───── Data for this task

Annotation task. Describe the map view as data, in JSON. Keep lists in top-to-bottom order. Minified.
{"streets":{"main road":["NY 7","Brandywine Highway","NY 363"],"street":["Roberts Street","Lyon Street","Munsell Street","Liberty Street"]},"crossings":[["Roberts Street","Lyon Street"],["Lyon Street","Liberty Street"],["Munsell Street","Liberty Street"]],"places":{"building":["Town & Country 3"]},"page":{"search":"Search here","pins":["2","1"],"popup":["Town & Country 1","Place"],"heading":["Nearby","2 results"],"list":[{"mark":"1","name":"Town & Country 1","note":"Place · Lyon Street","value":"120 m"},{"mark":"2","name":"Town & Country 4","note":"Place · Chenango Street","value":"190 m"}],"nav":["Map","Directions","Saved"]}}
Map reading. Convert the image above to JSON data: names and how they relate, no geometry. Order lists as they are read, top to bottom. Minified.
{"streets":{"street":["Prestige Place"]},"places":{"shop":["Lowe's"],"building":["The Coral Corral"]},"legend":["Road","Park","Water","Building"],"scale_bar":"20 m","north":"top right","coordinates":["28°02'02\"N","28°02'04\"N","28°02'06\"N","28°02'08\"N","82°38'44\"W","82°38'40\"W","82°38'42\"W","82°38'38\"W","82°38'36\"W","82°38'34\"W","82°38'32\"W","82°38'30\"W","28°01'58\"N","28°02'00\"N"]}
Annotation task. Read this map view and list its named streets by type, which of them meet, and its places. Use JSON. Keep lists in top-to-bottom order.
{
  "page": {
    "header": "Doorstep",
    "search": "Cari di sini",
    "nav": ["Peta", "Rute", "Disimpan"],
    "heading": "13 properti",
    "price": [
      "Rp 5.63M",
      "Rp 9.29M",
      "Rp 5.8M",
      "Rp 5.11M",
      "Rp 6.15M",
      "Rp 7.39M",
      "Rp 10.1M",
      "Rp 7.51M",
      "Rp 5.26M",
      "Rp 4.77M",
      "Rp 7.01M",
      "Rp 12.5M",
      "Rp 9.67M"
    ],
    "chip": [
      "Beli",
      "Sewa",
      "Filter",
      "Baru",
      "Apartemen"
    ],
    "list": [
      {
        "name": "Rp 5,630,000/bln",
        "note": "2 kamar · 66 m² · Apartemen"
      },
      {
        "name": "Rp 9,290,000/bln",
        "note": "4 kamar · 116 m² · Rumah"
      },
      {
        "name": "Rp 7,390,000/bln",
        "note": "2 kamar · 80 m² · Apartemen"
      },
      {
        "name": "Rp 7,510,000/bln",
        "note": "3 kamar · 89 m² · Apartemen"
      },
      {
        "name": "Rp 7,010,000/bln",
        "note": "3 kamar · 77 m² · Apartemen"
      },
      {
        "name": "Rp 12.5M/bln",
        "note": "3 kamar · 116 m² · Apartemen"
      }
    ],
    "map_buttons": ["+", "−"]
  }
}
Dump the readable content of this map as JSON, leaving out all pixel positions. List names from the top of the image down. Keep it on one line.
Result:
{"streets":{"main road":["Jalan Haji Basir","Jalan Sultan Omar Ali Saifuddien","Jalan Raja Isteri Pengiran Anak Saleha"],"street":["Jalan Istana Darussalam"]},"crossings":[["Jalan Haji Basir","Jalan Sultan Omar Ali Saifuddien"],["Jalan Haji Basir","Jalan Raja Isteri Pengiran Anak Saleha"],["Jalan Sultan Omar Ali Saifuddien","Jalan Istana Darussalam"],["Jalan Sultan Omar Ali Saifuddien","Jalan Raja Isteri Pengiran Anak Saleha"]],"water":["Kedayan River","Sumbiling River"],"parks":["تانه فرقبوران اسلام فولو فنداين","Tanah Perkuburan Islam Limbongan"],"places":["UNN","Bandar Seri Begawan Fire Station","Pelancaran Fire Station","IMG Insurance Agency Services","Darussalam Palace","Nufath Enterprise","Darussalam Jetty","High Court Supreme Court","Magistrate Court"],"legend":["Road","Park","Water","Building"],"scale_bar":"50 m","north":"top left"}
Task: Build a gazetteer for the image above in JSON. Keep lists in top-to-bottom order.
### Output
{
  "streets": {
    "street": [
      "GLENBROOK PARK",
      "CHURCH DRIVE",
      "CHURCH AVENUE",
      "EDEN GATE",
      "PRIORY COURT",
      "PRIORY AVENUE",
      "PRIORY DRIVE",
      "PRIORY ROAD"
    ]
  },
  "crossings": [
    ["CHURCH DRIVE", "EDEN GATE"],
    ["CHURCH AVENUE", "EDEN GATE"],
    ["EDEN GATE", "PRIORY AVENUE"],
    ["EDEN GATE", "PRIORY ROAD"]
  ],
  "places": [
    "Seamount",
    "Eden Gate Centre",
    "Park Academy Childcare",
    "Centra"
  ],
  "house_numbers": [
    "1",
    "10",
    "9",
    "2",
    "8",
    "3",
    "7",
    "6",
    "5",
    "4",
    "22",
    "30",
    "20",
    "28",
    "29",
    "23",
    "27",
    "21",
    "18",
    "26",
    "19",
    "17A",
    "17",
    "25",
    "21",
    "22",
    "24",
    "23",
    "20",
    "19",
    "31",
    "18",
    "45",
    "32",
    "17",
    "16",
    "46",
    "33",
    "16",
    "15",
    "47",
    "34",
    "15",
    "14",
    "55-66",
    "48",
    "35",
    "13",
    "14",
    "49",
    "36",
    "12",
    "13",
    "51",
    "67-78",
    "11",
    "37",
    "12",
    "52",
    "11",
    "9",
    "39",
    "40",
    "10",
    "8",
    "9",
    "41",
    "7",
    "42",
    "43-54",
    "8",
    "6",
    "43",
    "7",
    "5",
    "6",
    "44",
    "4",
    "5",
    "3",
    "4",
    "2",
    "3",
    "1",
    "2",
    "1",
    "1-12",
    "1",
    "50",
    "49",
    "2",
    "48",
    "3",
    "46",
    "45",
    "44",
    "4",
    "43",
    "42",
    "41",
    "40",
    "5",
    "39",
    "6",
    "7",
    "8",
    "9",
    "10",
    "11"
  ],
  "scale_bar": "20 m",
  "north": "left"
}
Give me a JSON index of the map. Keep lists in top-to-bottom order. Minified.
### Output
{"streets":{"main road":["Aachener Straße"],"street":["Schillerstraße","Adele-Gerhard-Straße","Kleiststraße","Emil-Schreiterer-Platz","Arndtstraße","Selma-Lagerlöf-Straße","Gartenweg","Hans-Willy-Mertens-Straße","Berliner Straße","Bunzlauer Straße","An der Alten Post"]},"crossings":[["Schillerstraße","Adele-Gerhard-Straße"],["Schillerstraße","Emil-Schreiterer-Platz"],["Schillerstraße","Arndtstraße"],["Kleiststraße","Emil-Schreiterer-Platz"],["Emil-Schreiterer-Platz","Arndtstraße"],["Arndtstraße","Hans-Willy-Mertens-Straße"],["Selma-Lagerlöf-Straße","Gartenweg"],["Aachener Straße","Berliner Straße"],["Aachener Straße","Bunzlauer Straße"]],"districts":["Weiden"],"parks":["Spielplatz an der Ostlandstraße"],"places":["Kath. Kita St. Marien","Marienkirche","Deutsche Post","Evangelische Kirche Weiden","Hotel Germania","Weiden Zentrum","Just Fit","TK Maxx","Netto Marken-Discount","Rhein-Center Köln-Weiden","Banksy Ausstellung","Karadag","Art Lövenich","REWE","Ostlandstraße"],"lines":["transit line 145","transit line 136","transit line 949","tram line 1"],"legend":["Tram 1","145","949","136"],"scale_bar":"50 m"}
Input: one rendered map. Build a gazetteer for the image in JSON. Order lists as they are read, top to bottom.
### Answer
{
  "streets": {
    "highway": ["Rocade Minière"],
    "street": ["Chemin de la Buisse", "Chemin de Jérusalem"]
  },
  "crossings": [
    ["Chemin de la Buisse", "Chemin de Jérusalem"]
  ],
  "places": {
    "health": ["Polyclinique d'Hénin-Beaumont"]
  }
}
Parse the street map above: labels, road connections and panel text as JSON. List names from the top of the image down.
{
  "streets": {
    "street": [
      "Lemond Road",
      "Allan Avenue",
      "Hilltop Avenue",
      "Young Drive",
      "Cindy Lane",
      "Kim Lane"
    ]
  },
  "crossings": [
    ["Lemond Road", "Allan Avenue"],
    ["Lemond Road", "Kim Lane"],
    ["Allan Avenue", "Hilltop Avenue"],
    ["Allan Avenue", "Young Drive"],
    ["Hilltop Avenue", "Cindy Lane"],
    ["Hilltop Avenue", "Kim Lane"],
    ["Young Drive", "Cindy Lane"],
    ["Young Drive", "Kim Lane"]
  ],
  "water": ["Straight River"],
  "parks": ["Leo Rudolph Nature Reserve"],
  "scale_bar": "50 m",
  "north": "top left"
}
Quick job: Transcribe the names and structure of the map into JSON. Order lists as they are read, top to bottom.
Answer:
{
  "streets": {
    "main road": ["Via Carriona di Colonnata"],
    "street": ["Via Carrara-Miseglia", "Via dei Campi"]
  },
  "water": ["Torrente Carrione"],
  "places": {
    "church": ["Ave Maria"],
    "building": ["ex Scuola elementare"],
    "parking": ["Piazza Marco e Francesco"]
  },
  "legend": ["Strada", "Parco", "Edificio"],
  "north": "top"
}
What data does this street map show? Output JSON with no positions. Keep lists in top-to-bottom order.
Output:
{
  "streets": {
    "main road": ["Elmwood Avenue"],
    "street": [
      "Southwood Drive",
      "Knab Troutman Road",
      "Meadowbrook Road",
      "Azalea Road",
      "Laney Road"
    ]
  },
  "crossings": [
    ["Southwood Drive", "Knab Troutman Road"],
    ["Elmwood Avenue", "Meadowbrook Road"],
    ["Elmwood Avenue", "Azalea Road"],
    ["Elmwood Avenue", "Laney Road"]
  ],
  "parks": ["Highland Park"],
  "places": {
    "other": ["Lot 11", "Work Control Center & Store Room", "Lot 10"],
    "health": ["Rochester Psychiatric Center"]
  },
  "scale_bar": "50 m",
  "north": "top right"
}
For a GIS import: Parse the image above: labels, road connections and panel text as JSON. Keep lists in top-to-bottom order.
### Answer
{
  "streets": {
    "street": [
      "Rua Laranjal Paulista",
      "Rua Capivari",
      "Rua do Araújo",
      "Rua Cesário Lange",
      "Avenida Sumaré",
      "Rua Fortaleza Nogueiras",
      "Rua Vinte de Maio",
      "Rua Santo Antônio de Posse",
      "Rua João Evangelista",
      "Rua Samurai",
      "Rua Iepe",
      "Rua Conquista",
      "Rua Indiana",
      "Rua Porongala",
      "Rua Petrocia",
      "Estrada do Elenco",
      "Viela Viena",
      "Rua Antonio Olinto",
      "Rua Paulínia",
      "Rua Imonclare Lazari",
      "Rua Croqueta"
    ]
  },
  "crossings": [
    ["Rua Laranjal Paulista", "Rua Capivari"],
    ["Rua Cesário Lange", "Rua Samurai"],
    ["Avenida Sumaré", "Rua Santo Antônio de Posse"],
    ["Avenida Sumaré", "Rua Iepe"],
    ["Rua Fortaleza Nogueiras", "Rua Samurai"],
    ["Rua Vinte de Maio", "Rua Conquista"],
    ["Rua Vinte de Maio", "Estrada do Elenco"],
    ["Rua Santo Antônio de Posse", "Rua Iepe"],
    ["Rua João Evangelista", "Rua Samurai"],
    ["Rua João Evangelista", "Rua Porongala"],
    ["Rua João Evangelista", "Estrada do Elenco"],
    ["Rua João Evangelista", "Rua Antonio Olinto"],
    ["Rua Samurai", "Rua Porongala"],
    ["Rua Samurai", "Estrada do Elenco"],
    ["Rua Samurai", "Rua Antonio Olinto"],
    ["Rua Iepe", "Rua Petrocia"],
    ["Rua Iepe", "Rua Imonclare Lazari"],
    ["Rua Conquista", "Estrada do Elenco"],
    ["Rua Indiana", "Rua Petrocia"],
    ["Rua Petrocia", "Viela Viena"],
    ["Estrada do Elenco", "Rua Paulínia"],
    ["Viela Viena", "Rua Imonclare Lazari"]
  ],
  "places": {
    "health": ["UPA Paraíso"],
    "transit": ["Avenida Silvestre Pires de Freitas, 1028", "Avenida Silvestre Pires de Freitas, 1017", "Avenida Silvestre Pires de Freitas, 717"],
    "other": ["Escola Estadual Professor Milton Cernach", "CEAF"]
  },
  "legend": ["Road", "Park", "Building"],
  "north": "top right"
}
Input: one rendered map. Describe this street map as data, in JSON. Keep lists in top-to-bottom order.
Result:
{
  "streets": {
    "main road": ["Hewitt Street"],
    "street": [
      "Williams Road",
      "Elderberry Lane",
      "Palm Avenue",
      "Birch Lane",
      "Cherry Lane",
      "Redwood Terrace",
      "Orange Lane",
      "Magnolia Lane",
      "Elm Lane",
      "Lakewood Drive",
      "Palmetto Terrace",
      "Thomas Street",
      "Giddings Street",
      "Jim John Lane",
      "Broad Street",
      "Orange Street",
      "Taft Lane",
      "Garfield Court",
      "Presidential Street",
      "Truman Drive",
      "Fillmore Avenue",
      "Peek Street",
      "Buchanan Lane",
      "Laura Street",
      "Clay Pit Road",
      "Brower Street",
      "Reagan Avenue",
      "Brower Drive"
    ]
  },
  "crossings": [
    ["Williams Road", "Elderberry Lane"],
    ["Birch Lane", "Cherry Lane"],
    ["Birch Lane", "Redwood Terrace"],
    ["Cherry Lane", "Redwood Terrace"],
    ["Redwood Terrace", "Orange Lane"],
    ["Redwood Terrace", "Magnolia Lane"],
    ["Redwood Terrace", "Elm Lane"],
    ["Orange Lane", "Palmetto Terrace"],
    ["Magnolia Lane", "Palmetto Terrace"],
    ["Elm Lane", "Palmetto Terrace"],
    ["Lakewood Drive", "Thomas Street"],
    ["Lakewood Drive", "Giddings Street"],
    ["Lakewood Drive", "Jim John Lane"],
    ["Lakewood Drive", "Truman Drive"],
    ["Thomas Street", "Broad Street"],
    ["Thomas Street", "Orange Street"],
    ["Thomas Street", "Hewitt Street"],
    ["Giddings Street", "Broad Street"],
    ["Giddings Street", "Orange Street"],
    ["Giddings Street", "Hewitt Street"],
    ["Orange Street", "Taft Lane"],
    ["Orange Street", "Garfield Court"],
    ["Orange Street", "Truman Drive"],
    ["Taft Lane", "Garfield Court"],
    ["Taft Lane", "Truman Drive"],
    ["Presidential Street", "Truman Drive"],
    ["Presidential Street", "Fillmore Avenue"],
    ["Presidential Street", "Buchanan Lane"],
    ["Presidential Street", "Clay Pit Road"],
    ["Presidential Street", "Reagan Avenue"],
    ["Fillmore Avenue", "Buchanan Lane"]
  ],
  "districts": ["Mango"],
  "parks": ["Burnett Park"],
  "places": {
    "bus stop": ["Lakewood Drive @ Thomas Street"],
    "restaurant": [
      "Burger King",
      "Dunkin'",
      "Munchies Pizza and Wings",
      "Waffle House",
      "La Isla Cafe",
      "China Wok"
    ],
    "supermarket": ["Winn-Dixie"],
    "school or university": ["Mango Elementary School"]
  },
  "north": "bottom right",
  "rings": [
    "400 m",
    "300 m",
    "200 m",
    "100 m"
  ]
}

──────────

→ What the exercise asks
Every line in the records above that has "Cherry" counts once. Give the total and nothing else.

→ Solution to this exercise
3